We previously demonstrated that several epoxyeicosatrienoic acids (EETs) produce reductions in myocardial infarct size in rats and dogs. Since a recent study demonstrated the release of opioids in mediating the antinociceptive effect of 14,15-EET, we hypothesized that endogenous opioids may also be involved in mediating the cardioprotective effect of the EETs. To test this hypothesis, we used an in vivo rat model of infarction and a rat Langendorff model. In the infarct model, hearts were subjected to 30 min occlusion of the left coronary artery and 2 h reperfusion. Animals were treated with 11,12-EET or 14,15-EET (2.5 mg/kg) alone 15 min before occlusion or with opioid antagonists [naloxone, naltrindole, nor-binaltorphimine (nor-BNI), and d-Phe-Cys-Tyr-d-Trp-Om-Thr-Pen-Thr-NH(2) (CTOP), a nonselective, a selective delta, a selective kappa, and a selective mu receptor antagonist, respectively] 10 min before EET administration. In four separate groups, antiserum to Met- and Leu-enkephalin and dynorphin-A-(1-17) was administered 50 min before the 11,12-EET administration. Infarct size expressed as a percent of the area at risk (IS/AAR) was 63.5 + or - 1.2, 45.3 + or - 1.0, and 40.9 + or - 1.2% for control, 11,12-EET, and 14,15-EET, respectively. The protective effects of 11,12-EET were abolished by pretreatment with either naloxone (60.5 + or - 1.8%), naltrindole (60.8 + or - 1.0%), nor-BNI (62.3 + or - 2.8%), or Met-enkephalin antiserum (63.2 + or - 1.7%) but not CTOP (42.0 + or - 3.0%). In isolated heart experiments, 11,12-EET was administered to the perfusate 15 min before 20 min global ischemia followed by 45 min reperfusion in control hearts or in those pretreated with pertussis toxin (48 h). 11,12-EET increased the recovery of left ventricular developed pressure from 33 + or - 1 to 45 + or - 6% (P < 0.05) and reduced IS/AAR from 37 + or - 4 to 20 + or - 3% (P < 0.05).

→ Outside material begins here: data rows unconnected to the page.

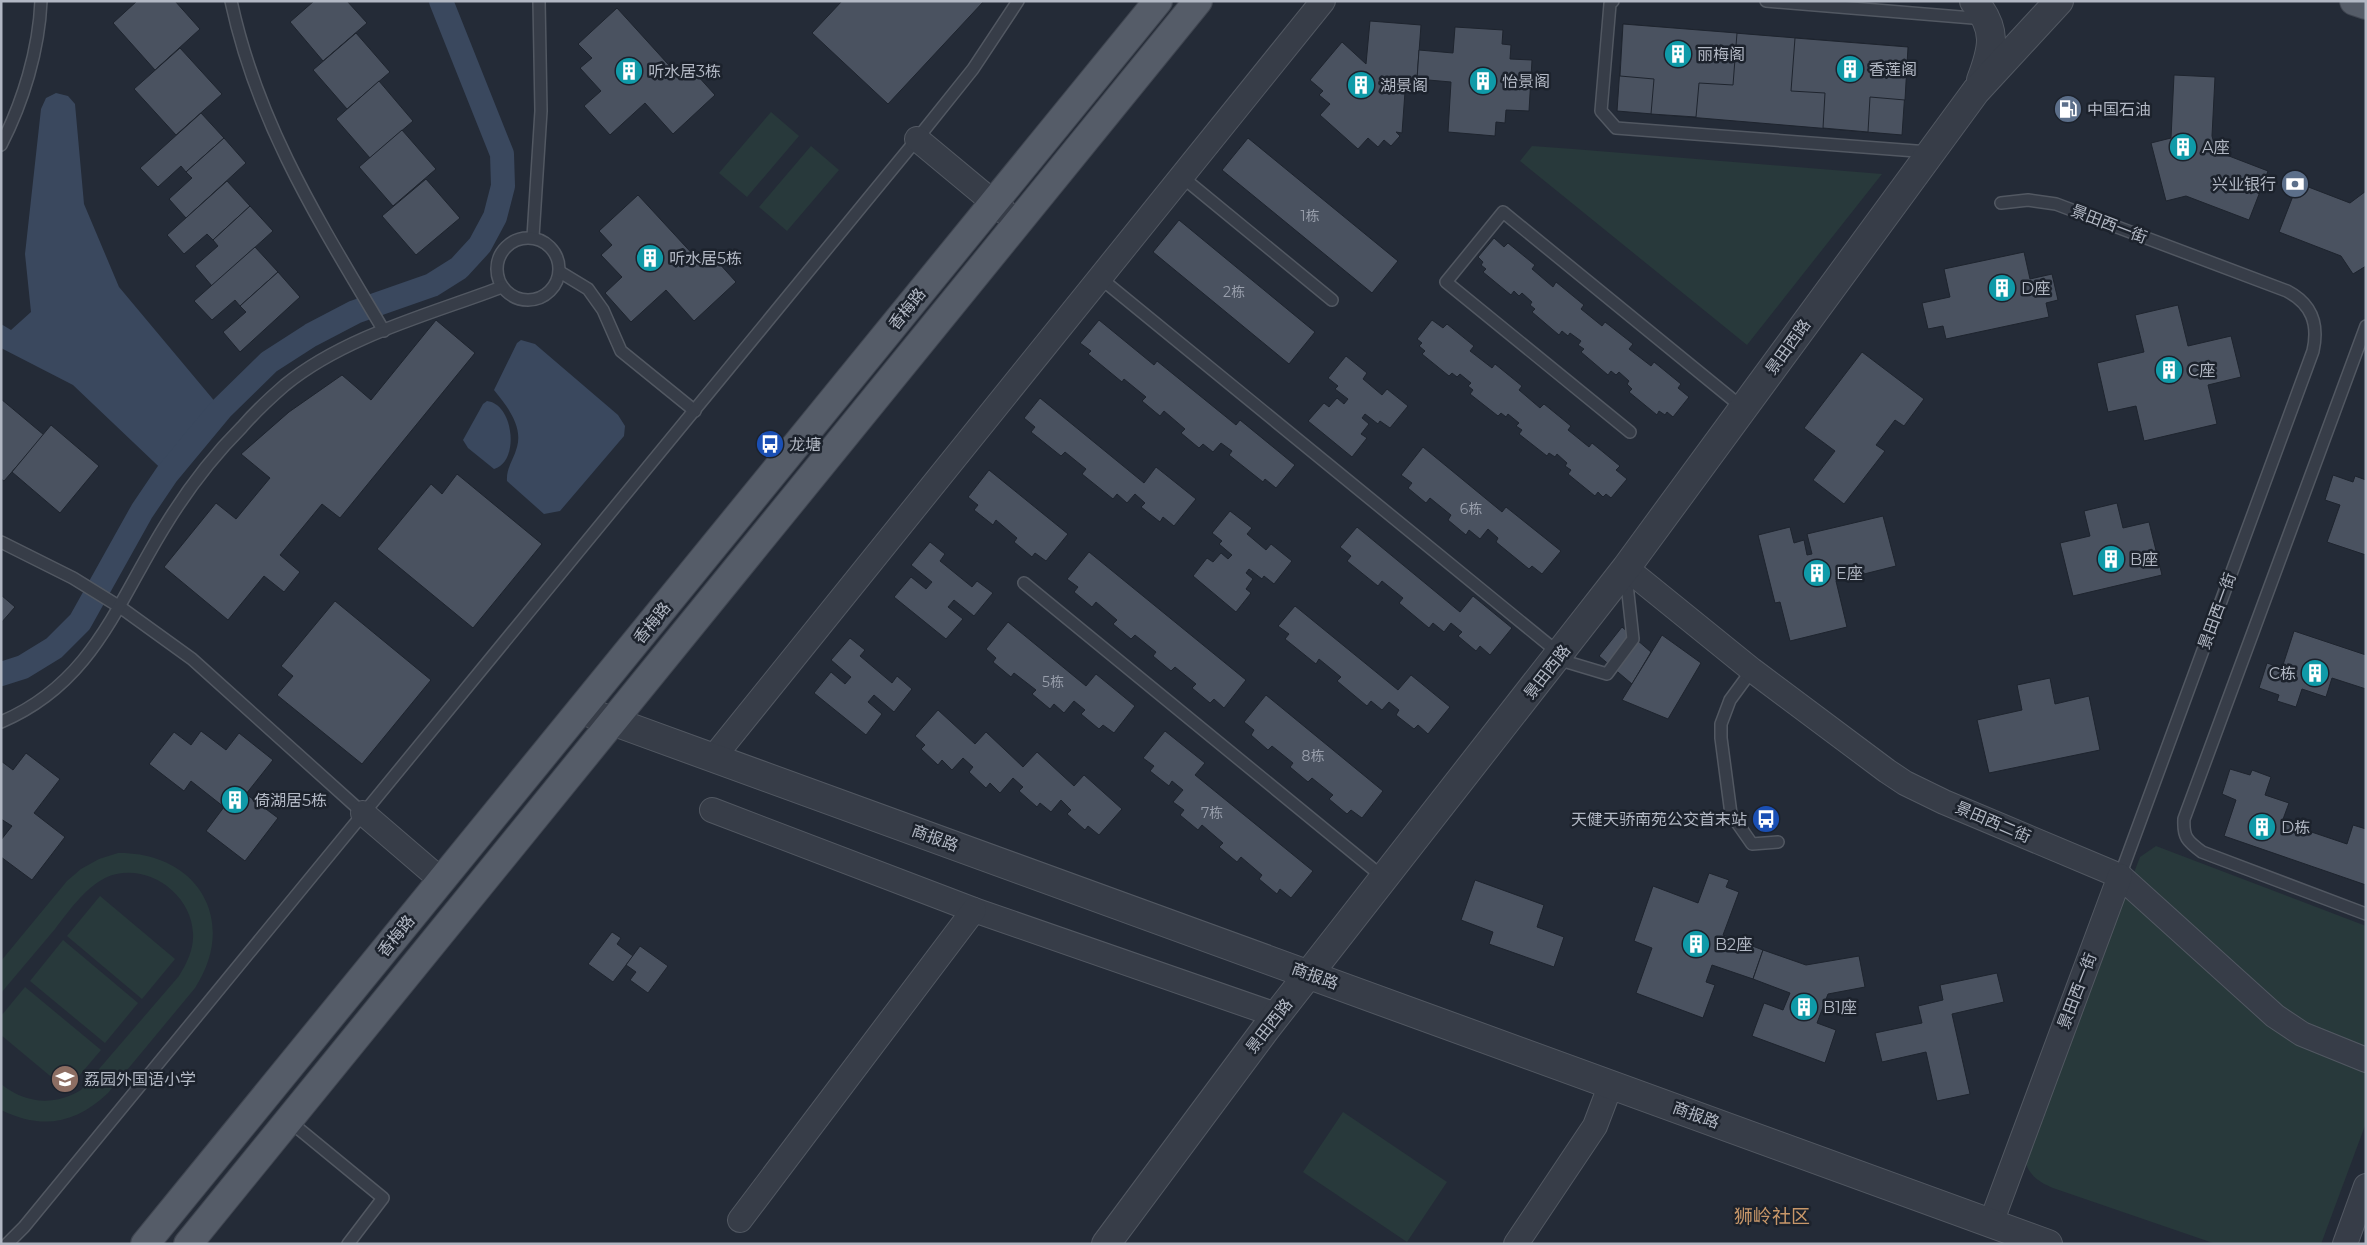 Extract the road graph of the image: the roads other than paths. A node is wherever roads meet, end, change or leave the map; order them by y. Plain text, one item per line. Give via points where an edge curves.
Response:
1 (41, 1) edge
2 (231, 1) edge
3 (539, 1) edge
4 (1018, 1) edge
5 (1158, 1) edge
6 (1198, 1) edge
7 (1323, 1) edge
8 (1613, 1) edge
9 (1766, 1) edge
10 (2059, 1) edge
11 (2354, 1) edge
12 (2366, 5) edge
13 (1980, 10) edge
14 (1976, 91) junction
15 (917, 139) junction
16 (1, 145) edge
17 (1931, 152) junction
18 (1181, 176) junction
19 (993, 203) junction
20 (2001, 203) dead end
21 (1018, 223) junction
22 (533, 238) junction
23 (560, 272) junction
24 (1099, 277) junction
25 (502, 287) junction
26 (1332, 300) dead end
27 (2366, 326) edge
28 (384, 331) junction
29 (1743, 408) junction
30 (695, 411) junction
31 (1630, 432) dead end
32 (1, 542) edge
33 (1626, 568) junction
34 (1024, 582) dead end
35 (120, 606) junction
36 (1558, 657) junction
37 (1752, 670) junction
38 (582, 710) junction
39 (1, 722) edge
40 (614, 722) junction
41 (713, 758) junction
42 (712, 810) dead end
43 (363, 814) junction
44 (1778, 842) dead end
45 (2120, 876) junction
46 (1385, 878) junction
47 (441, 880) junction
48 (974, 910) junction
49 (2366, 914) edge
50 (1310, 974) junction
51 (1276, 1015) junction
52 (2366, 1060) edge
53 (1611, 1084) junction
54 (288, 1120) junction
55 (2366, 1186) edge
56 (740, 1220) dead end
57 (1991, 1223) junction
58 (7, 1244) edge
59 (145, 1244) edge
60 (188, 1244) edge
61 (348, 1244) edge
62 (1106, 1244) edge
63 (1516, 1244) edge
64 (2048, 1244) edge
65 (2345, 1244) edge

1 - 16 lane via 29,70 11,126
2 - 28 lane via 253,80 274,135 300,189
3 - 22 lane via 541,111
4 - 15 lane via 973,69
5 - 19 main road, 香梅路
6 - 21 main road, 香梅路
7 - 18 street
8 - 17 lane via 1610,4 1602,111 1616,128
9 - 13 lane
10 - 14 street, 景田西路
11 - 12 main road
13 - 14 street, 景田西路 via 1990,30 1991,53
14 - 17 street, 景田西路
15 - 19 street
15 - 30 lane
17 - 29 street, 景田西路
18 - 24 street
18 - 26 lane
19 - 21 street
19 - 38 main road, 香梅路
20 - 45 lane, 景田西一街 via 2028,200 2056,204 2287,291 2307,305 2315,326 2313,351
21 - 40 main road, 香梅路
22 - 23 lane via 551,248
22 - 25 lane via 522,238 502,250 497,276
23 - 25 lane via 552,290 534,300 517,299
23 - 30 lane via 588,289 603,310 621,351
24 - 36 lane
24 - 41 street
25 - 28 lane
27 - 49 lane via 2184,819 2183,833 2190,844 2202,852
28 - 35 lane via 325,359 286,384 240,428 180,504
29 - 31 lane via 1503,212 1446,282
29 - 33 street, 景田西路
30 - 43 lane
32 - 35 lane via 74,578
33 - 36 street, 景田西路
33 - 36 lane via 1633,638 1607,674
33 - 37 street, 景田西二街
34 - 46 lane
35 - 39 lane via 100,640 75,671 45,696
35 - 43 lane via 192,659
36 - 46 street, 景田西路
37 - 44 lane via 1730,700 1721,724 1731,814 1752,844
37 - 45 street, 景田西二街 via 1905,783
38 - 40 street, 商报路
38 - 47 main road, 香梅路
40 - 41 street, 商报路
40 - 54 main road, 香梅路
41 - 50 street, 商报路
42 - 48 street
43 - 47 street
43 - 58 lane
45 - 52 street, 景田西二街 via 2275,1016 2302,1034
45 - 57 street, 景田西一街
46 - 50 street, 景田西路
47 - 59 main road, 香梅路
48 - 51 street
48 - 56 street
50 - 51 street, 景田西路
50 - 53 street, 商报路
51 - 62 street, 景田西路
53 - 57 street, 商报路
53 - 63 street via 1595,1126
54 - 60 main road, 香梅路
54 - 61 lane via 383,1198
55 - 65 street
57 - 64 street, 商报路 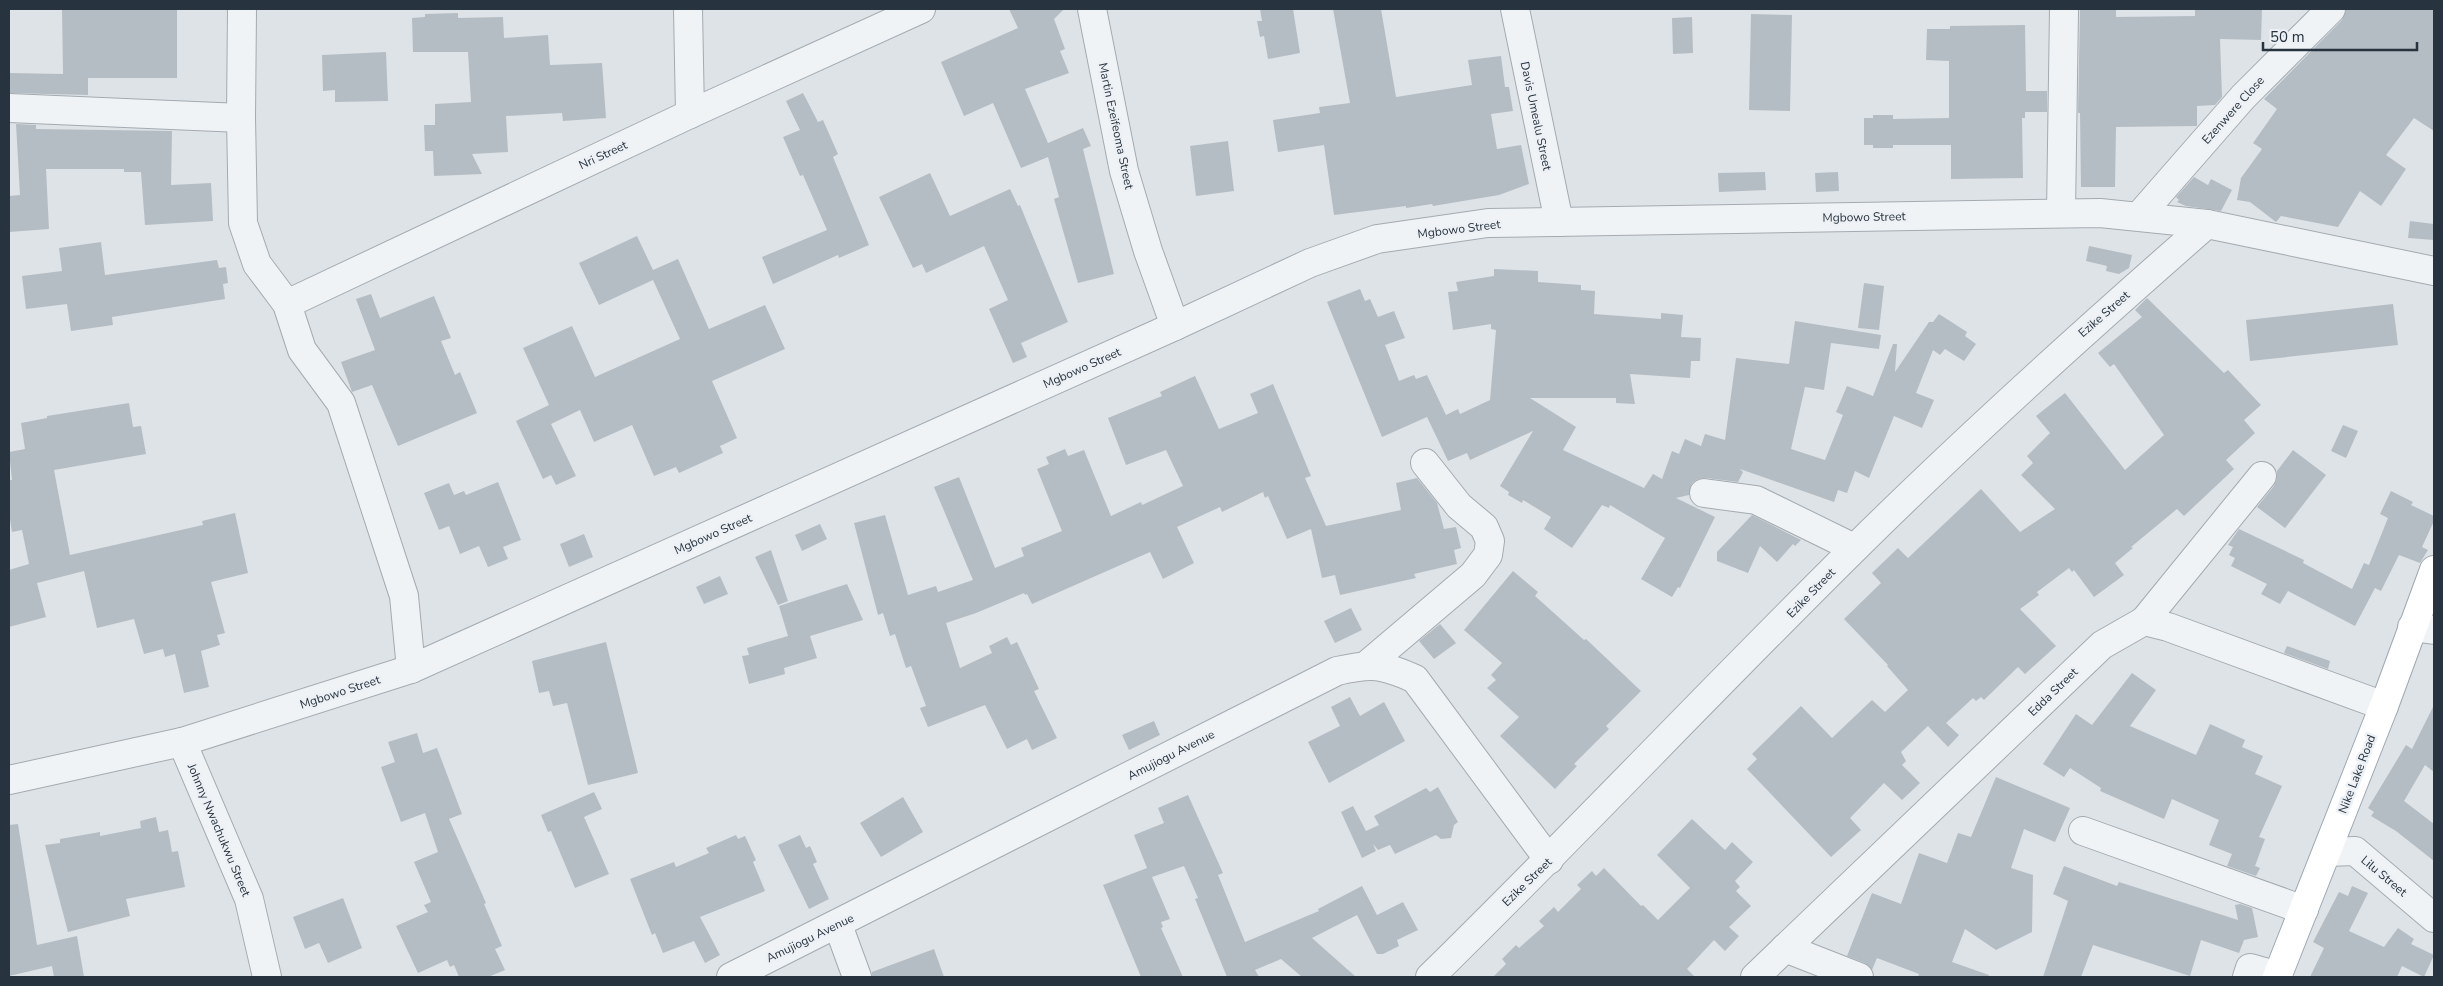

Both pertussis toxin and naloxone abolished these beneficial effects of 11,12-EET. Taken together, these results suggest that the major cardioprotective effects of the EETs depend on activation of a G(i/o) protein-coupled delta- and/or kappa-opioid receptor.
我们之前的研究表明,几种环氧化物二十碳三烯酸(EETs)可减少大鼠和犬的心肌梗死面积。由于最近的一项研究表明阿片类物质的释放可介导 14,15-EET 的抗伤害作用,我们假设内源性阿片类物质也可能参与介导 EETs 的心脏保护作用。为了验证这一假设,我们使用了体内大鼠梗死模型和大鼠 Langendorff 模型。在梗死模型中,心脏经历 30 分钟的左冠状动脉闭塞和 2 小时的再灌注。动物在闭塞前 15 分钟用 11,12-EET 或 14,15-EET(2.5mg/kg)处理,或在用阿片类拮抗剂[纳洛酮、纳曲吲哚、诺比那嗪(nor-BNI)和 d-Phe-Cys-Tyr-d-Trp-Om-Thr-Pen-Thr-NH(2)(CTOP),一种非选择性、选择性 delta、选择性 kappa 和选择性 mu 受体拮抗剂]预处理前 10 分钟给予 EET。在四个单独的组中,Met-和 Leu-脑啡肽和 dynorphin-A-(1-17)的抗血清在给予 11,12-EET 前 50 分钟给予。梗死面积表示为危险区域(IS/AAR)的百分比分别为 63.5 + or - 1.2%、45.3 + or - 1.0%和 40.9 + or - 1.2%,分别为对照组、11,12-EET 和 14,15-EET。11,12-EET 的保护作用被纳洛酮(60.5 + or - 1.8%)、纳曲吲哚(60.8 + or - 1.0%)、nor-BNI(62.3 + or - 2.8%)或 Met-脑啡肽抗血清(63.2 + or - 1.7%)预处理所消除,但 CTOP(42.0 + or - 3.0%)没有。在离体心脏实验中,11,12-EET 在对照组或预先用百日咳毒素(48 小时)预处理的心脏中,在 20 分钟全缺血前 15 分钟给予灌流液,随后再灌注 45 分钟。11,12-EET 使左心室发展压从 33 + or - 1 增加到 45 + or - 6%(P < 0.05),并将 IS/AAR 从 37 + or - 4 降低到 20 + or - 3%(P < 0.05)。百日咳毒素和纳洛酮都消除了 11,12-EET 的这些有益作用。综上所述,这些结果表明,EETs 的主要心脏保护作用依赖于 G(i/o)蛋白偶联的 delta-和/或 kappa-阿片受体的激活。